Heidegger went much further when requesting not only to overcome but to completely nullify nothingness, by nihilating it. Nihilation is one kind of negation by the revelation of the nothing in being (Register, 2011). Man is for Sartre the being through whom nothingness comes to the world but it is also a being that nihilates that nothingness. This is possible because the person can understand the world through a void, through what is not present. A person must first recognize what it is not: it is not a being ‘in itself’ as essentialist (with faith. reason, or identity) but only ‘for itself’ as cognitive, evaluative, and interpretative being. One can know the truth only through its absence, as in the way one feels the emptiness left by a departed loved one (Sartre, 1943). Through the awareness of what it is not, a being becomes what it is: a nothingness, empty of predefined meaning. As a result, a human being is forced to create itself and its world from nothingness. This nondetermined nature is what defines a person, who can, by acting in the world enforce its freedom and actuate its own being and self (Ibid.).
Philosophies of nothingness considerably overlap in their shared efforts to overcome essentialist comprehension. Nothingness is an indispensable concept, but it is not essential (Jinpa, 2002) or ultimately true. It arises as a corrective only due to our erroneous view of things (Westerhoff, 2017). The concept of nothingness is foremost a provisional tool. It is, as Buddha spoke, only a raft which gets one across a stream but which, upon reaching the other side, should be discarded. In the same context, Wittgenstein remarked: “One must, so to speak, throw away the ladder after he has climbed up it” (in Garfield, 2003).
The metaphor of a raft emphasises an imperative for a negation of nothingness, by eventually turning nothingness against itself (Loy, 1987). Nothingness itself must be negated. For Derrida, the strategy of negation with deconstruction is both nihilistic and an enabling force. A true abandonment of positions through double negations is for him a prerequisite for self-construction of a being. It then does not suffice to delimit nothingness from nihilism. One needs to underlie it also as a positive concept, as pregnant void with unlimited potential and source of freedom. Nothingness is the condition of the possibility of the emergence of everything. This thought was promoted by Kitaroo Nishida (1870–1945), a Japanese philosopher and founder of The Kyoto School of philosophy, who is renowned for comprehensively expanding the Continental notion of nothingness with the aim to connect Western philosophy with the philosophy of the third way (Odin, 1990).

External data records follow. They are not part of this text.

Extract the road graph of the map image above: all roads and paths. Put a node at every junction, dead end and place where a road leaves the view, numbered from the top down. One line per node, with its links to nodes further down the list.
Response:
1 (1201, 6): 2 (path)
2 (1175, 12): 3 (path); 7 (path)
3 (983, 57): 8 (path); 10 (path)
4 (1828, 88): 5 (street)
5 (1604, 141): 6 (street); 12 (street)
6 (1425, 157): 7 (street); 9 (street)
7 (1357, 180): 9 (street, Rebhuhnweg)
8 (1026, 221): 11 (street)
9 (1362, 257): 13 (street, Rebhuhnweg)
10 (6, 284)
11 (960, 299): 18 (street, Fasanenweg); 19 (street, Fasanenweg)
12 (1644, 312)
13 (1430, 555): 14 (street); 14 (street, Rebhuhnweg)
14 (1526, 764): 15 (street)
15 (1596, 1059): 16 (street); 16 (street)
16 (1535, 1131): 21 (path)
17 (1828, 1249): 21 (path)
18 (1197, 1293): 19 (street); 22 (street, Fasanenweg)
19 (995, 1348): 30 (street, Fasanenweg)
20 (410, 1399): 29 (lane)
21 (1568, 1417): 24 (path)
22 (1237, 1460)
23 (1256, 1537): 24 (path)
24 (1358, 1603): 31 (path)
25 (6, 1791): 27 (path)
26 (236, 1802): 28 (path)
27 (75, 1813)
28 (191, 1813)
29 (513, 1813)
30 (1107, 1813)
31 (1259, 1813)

The concept of nothingness enables implanting void to meaning, not to abolish it but to identify its illusionary aspect. One can see through illusions now, without first overcoming them, which is, of course, impossible, but by squaring or negating them with what previously remained ignored and negated. Philosophy of nothingness seems to offer grounds for framing evaluatively consistent thinking about the transformative journey of an agent, individual or collective, through the middle of a complex world between illusions and unknowable.